TRAP #2: Repackaging the same story in a different setting
It’s far too easy (especially in genre) to apply an existing plot formula to a new setting or time period, and expect it to pass for something new. Films that retread familiar narrative beats quickly yield diminishing returns, regardless of changes to the set dressing. THE THING (2011) was intended to be a soft reboot of the 1982 original while also serving as its prequel, and it failed on both counts. Both films featured an isolated cast of characters brought down by alien paranoia, and the prequel added nothing novel to the scenario.
By contrast, ROGUE ONE tells an entirely new story, featuring completely different story beats and character arcs, building toward a surprisingly downbeat conclusion for a STAR WARS film.

TRAP #3: Over-developing crossover characters
Every filmmaker wants BIG characters. The problem is, prequel films generally have to work with characters established in previous films. This puts filmmakers in a box – how does one make an existing character cooler when that character was already at maximum cool in the first installment? This issue presents itself in character-centric films like HANNIBAL RISING (2007), in which a young Hannibal Lecter systematically hunts down his sister’s murderers, butchering his way across Europe in such over-the-top fashion as to make his killings in the original SILENCE OF THE LAMBS (1992) seem almost quaint by comparison.

The earlier STAR WARS prequels grappled with this; Darth Vader’s duel with elderly Obi-wan Kenobi in A NEW HOPE (1977) was positively anemic compared to their dynamic, lava-drenched battle in REVENGE OF THE SITH (2005). In ROGUE ONE, Vader is portrayed as an animalistic killing machine, but because he dominates the original trilogy based largely on his fearsome helmeted presence, seeing him in action here serves to justify his terrifying reputation. How much ballsier does Princess Leia seem now in her initial tête-à-tête with Vader in A NEW HOPE, given that she just saw him shred two dozen rebel soldiers without breaking a sweat?

TRAP #4: Mistaking backstory for story
Prequels are often used to expand on backstory that informs the original narrative. This rarely works, since backstory doesn’t typically warrant much elaboration. EXORCIST: THE BEGINNING (2004) is a prime example of a film that employs character background to build a new narrative that lacks the integrity of the source material. It’s enough to know that the elderly priest brought in to save Regan in THE EXORCIST (1973) had performed a dangerous exorcism at some point in the past. A film dedicated to this plot point is unnecessary. ROGUE ONE doesn’t rely on franchise backstory at all, and in fact presents loads of backstory itself. Rather than shrinking the world through over-explanation, it instead blows it wide open with new questions and endless possibilities.

TRAP #5: Delivering predictable outcomes
ROGUE ONE could only end one way – the Death Star plans would be stolen – but the path to that eventuality was unclear, the characters’ fates unknown. Many surmised that the absence of these characters in the original trilogy meant that they’d all die in ROGUE ONE, but that was hardly a foregone conclusion. ROGUE ONE’s characters were written for those of us who grew up with STAR WARS action figures, but who passed over boring old Han, Luke and Leia in favor of playing out the adventures of Hammerhead, Lobot, and Teebo the Ewok. The central franchise characters wear impenetrable plot armor. The real adventure lies in the blank canvas presented by unknown characters and unpredictable fates.
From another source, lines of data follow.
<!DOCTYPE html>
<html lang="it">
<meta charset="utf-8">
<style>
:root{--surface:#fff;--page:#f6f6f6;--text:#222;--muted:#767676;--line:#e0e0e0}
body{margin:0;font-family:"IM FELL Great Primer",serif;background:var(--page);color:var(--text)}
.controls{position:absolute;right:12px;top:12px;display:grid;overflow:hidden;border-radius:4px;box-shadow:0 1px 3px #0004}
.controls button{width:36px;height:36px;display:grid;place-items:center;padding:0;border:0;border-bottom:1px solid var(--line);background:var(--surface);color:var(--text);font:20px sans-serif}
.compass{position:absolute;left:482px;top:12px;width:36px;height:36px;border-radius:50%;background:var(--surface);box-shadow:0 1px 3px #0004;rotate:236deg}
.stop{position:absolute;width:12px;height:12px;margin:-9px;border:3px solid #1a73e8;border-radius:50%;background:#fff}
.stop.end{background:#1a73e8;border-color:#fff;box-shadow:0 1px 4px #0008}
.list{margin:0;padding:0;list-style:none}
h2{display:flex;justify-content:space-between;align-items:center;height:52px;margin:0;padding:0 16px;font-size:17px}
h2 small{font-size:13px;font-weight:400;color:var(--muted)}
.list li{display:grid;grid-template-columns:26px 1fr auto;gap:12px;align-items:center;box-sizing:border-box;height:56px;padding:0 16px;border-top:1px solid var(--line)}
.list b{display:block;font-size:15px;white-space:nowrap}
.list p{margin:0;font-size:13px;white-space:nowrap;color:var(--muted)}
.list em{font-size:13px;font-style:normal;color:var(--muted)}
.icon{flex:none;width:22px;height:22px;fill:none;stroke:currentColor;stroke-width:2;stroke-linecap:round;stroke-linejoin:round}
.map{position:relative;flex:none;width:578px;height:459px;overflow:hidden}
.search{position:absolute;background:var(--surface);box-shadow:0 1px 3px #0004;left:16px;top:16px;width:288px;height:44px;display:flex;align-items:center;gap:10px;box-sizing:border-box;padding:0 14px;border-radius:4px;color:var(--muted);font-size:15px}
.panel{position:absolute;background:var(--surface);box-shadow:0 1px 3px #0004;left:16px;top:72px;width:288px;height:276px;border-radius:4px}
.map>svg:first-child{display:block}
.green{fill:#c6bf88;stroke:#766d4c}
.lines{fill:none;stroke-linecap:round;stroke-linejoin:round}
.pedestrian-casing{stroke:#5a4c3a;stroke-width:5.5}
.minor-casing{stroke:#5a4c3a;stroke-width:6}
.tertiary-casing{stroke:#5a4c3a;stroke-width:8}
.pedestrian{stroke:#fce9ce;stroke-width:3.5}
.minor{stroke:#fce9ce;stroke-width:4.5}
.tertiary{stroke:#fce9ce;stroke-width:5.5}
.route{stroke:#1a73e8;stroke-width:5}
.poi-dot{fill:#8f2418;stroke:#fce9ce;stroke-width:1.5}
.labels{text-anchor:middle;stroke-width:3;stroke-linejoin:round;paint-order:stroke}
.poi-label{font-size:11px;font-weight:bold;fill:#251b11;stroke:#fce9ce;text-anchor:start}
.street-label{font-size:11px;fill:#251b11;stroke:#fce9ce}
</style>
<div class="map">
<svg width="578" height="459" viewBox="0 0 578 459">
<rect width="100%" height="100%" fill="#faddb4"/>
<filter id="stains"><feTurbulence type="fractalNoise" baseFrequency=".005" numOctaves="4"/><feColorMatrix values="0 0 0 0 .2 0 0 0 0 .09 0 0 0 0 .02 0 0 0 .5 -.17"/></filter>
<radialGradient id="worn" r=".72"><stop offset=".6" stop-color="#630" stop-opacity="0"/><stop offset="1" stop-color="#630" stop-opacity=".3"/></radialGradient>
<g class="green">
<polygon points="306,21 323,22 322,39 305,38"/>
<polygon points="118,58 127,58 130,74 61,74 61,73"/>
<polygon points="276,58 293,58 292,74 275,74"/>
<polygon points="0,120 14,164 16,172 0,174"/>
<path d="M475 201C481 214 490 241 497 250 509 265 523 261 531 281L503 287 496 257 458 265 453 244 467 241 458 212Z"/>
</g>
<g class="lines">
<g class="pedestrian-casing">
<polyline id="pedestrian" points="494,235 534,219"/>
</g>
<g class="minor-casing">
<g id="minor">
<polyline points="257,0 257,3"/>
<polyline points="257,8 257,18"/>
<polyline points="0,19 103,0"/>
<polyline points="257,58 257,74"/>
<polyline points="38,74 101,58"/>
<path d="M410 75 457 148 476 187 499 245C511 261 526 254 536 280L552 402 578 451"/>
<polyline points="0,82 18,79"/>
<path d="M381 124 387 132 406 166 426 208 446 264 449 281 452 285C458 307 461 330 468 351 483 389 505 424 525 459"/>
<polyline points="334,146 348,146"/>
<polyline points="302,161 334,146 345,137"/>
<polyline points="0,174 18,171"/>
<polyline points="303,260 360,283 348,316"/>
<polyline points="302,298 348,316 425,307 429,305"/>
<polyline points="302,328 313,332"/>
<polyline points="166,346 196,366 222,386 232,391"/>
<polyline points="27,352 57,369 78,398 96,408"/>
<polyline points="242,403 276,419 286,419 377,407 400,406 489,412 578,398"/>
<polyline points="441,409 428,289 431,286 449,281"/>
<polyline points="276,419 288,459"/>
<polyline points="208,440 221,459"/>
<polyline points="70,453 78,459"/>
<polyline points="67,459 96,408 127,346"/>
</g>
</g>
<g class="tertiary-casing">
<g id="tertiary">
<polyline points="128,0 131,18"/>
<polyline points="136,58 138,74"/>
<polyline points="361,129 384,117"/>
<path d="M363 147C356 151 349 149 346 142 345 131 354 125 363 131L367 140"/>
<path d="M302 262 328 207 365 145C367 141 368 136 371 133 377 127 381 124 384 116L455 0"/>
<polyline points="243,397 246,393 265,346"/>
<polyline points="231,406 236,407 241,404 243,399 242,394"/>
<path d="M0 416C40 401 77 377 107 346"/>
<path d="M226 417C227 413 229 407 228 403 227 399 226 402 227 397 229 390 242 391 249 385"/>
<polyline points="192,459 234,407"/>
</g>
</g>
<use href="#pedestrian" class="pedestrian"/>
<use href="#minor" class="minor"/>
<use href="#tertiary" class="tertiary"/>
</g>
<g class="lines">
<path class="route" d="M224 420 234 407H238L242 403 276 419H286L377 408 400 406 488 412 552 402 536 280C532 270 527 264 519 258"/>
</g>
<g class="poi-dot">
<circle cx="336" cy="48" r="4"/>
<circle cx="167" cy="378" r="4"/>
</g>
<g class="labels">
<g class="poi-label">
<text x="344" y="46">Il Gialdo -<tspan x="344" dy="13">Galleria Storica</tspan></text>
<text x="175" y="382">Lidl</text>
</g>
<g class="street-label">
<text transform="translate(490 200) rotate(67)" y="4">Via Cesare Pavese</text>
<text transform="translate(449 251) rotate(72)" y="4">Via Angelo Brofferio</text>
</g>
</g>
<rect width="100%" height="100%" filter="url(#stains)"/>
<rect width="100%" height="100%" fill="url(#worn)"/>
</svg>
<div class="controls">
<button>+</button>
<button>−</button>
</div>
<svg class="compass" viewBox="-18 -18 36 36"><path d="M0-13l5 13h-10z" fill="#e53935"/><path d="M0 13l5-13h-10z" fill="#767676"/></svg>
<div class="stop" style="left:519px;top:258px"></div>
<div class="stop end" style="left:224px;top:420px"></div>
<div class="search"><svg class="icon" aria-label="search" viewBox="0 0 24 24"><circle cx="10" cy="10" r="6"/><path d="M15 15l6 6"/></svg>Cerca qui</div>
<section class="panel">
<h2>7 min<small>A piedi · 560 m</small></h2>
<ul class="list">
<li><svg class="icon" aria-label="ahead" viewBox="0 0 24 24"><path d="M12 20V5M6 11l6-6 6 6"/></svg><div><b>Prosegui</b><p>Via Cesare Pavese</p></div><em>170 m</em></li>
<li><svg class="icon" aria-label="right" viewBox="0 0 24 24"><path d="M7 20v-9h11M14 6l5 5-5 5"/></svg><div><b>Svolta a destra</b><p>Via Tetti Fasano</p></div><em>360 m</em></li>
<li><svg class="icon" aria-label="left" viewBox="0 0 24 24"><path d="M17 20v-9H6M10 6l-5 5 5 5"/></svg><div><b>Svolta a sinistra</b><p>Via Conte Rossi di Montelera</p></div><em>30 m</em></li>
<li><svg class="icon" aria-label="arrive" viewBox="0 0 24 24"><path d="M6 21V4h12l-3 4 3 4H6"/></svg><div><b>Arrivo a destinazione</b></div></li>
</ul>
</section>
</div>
ROGUE ONE works because, while it builds on existing architecture, it also goes in new, unexpected directions. Against the kind of odds that would make C-3P0 blow a circuit, the filmmakers deftly avoid all the usual prequel pitfalls to deliver a brilliant stand-alone film. ROGUE ONE is stitched seamlessly into the grand tapestry of Star Wars, with the requisite franchise elements firmly in place but a voice entirely its own.